At last December’s UN climate conference, President Obama pledged that the US would slash its greenhouse gas emissions by 26–28 percent between 2005 and 2025. Since then, harsh realities have conspired against him, making that target infeasible if not downright impossible. Rather than pay the rest of the world to look the other way, the president should revise, or better yet, rescind that promise.
And now is the time to do that, before the grand signing ceremony of the Paris Climate Agreement that is scheduled for April 22, Earth Day, at the UN’s New York headquarters. Putting our name on a promise that we know we can’t keep would be a disingenuous act, painting the Paris Agreement not as a serious undertaking, but as a global publicity stunt.
It’s becoming all too clear that what the president was peddling at the UN climate conference—his leadership in producing great strides in reducing US GHG emissions and a laying the groundwork for a series of ever‐more stringent policies going forward—was a bill of goods.
Consider his boasting that “[o]ver the last seven years, we’ve made…ambitious reductions in our carbon emissions.” Turns out that new scientific findings indicate that the EPA has been underestimating U.S. emissions of the powerful greenhouse gas methane, so much so that whereas the EPA has been reporting a decline in methane emissions over the past decade, observations indicate a sharp rise. The EPA has now admitted that its past estimates were too low and is in the process of trying to fix them. Taking into account the new scientific findings, the recent decline in overall US greenhouse gas emissions highlighted by the president is lessened by nearly one‐third—with much of what remains a result of the Great Recession and natural gas replacing coal in power generation, not Obama’s climate policies.
Or consider that the president told the UN assembly that “we’ve said yes to the first‐ever set of national standards limiting the amount of carbon pollution our power plants can release into the sky” all the while knowing that virtually every analyst who had looked at the EPA’s Clean Power Plan knew that it stretched elements of the Clean Air Act to the point of breaking and was going to face a stiff, uphill legal battle. Barely two months later, the Supreme Court stayed the Clean Power Plan pending the outcome of the challenges. Even including the greenhouse gas reductions promised by the Clean Power Plan the path to Obama’s Paris pledge was uncertain, without it, there is no chance.

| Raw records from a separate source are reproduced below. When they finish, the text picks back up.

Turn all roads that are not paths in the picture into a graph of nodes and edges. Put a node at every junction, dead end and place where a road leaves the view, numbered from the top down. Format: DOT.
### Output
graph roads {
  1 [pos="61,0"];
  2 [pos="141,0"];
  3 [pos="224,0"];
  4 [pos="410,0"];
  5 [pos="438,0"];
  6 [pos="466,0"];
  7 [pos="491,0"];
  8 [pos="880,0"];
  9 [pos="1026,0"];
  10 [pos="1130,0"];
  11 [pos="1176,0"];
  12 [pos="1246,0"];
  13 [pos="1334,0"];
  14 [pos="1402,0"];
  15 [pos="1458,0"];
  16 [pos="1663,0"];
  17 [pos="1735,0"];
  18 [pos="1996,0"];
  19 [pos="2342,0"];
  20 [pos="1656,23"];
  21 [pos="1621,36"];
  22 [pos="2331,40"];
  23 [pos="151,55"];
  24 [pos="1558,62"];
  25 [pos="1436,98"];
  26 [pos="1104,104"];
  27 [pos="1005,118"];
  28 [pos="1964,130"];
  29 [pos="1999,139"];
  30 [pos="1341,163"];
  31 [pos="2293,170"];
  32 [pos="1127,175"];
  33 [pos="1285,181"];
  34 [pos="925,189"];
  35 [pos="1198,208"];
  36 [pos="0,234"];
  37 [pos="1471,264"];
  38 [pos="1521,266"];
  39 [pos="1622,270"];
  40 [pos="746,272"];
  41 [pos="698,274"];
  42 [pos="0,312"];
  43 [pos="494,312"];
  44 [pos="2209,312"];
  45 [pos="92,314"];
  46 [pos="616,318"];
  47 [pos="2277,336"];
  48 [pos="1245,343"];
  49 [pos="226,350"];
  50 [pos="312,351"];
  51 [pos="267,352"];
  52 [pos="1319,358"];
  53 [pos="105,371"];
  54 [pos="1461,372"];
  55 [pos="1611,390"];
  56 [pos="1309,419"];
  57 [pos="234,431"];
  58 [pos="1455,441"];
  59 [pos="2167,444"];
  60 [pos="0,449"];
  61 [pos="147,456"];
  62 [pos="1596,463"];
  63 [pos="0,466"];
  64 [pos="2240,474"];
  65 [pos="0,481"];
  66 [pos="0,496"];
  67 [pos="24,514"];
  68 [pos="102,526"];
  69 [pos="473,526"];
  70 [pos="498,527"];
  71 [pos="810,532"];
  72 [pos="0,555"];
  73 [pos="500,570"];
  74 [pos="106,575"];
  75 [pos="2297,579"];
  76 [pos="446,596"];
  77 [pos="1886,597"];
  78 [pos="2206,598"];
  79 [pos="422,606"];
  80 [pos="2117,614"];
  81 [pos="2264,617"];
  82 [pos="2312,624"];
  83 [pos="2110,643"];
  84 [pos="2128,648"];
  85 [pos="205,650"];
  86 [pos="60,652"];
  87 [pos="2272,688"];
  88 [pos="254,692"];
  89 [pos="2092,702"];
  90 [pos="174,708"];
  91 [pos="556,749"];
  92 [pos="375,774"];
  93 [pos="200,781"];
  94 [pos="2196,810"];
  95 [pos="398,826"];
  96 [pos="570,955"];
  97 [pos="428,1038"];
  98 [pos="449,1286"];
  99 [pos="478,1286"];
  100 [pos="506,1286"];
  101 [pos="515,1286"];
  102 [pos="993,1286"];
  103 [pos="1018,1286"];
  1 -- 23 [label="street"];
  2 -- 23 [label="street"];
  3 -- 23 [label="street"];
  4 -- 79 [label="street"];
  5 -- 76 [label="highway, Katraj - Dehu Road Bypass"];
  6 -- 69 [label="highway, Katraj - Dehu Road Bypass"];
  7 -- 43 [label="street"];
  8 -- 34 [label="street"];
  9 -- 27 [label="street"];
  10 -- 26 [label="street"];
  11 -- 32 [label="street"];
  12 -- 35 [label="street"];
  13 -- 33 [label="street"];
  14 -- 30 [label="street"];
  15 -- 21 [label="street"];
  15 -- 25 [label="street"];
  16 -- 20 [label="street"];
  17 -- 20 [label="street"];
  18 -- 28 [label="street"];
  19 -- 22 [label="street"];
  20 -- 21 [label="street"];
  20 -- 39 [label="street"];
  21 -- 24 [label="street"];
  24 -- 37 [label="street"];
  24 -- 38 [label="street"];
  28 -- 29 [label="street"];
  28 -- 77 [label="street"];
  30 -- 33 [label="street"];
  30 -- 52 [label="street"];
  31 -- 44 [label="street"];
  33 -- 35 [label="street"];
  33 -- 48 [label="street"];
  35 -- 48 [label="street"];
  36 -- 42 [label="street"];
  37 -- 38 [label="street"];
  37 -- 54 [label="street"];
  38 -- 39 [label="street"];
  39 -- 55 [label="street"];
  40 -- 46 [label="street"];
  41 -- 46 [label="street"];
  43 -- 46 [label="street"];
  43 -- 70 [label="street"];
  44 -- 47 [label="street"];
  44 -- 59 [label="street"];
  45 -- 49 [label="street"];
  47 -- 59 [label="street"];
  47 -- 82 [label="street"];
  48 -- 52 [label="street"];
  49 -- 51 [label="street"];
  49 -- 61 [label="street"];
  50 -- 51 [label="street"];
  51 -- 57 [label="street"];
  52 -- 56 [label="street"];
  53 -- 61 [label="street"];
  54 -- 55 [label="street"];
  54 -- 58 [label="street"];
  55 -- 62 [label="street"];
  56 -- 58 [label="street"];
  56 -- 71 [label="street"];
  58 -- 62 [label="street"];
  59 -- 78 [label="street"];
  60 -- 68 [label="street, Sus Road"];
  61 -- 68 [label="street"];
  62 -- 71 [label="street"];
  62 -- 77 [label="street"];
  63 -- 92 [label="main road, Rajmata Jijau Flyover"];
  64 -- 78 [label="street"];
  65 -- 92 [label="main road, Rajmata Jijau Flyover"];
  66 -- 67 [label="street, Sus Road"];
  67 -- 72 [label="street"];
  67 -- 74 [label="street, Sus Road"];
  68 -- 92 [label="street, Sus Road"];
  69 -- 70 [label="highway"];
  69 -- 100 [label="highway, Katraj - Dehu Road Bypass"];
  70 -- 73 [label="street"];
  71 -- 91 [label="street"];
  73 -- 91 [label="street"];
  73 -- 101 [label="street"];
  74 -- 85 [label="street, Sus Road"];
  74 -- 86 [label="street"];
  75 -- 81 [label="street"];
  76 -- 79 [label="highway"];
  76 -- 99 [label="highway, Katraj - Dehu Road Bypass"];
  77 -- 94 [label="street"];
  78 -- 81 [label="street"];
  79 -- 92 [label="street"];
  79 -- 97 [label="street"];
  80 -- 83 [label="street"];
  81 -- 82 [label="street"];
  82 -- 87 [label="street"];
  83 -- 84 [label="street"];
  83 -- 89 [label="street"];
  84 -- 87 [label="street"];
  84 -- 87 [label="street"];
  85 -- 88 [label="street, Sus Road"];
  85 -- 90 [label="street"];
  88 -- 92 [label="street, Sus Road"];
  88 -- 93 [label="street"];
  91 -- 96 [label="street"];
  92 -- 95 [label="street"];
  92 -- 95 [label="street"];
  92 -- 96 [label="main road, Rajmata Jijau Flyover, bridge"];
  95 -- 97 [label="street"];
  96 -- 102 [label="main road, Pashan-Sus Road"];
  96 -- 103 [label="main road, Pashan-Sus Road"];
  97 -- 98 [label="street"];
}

But that doesn’t keep the Obama administration from trying to make it seem otherwise. What it can’t achieve through emissions reductions, it is attempting to achieve through creative accounting. In the State Department’s Second Biennial Report Under the United Nations Framework Convention on Climate Change, the Obama administration significantly increased its estimates of how much carbon dioxide US forests were expected to uptake over the next 10 years. In its “optimistic” scenario, the one which gets closest to, but still doesn’t quite reach its Paris goals, the State Department projects the US forest carbon dioxide sink will expand by more than 33 percent. This seems highly implausible, considering the over the past 10 years, the US carbon sink has actually declined a small amount. But, by projecting the sink to change course and expand considerably, it reduces the pressure for Obama to find more emissions reductions, and thereby makes his emissions targets easier to reach.
Put it all together—a smaller observed decline in greenhouse gas emissions, a roadblock to additional emissions reductions going forward, overly optimist expectations—and add in cheap gas (more driving) and a growing economy that’s still tightly tied to fossil fuel use, and you are left with the stark realization that we are not going to come close to meeting the pledges Obama made to the international community in Paris last year.
The one promise, though, that the president has been able to keep, is his pledge to fund the UN.’s Green Climate Fund. Last week he handed over $500 million dollars to the Fund to show that “that the United States stands squarely behind our international climate commitments.” Perhaps that’ll be enough hush money to keep the rest of the world from complaining too loudly that the U.S. is overpromising its emissions commitments.
A successful signing day in New York this April will be a clear indication that the money transfer component of the Paris Agreement is more important than the climate change mitigation component. For those on the receiving end of this arrangement, this may be a good deal, but for us on the other end, we’re paying a lot, accomplishing little, and hoping to get kudos for “doing something.” Let’s just end the charade and say no to signing the Paris Climate Agreement.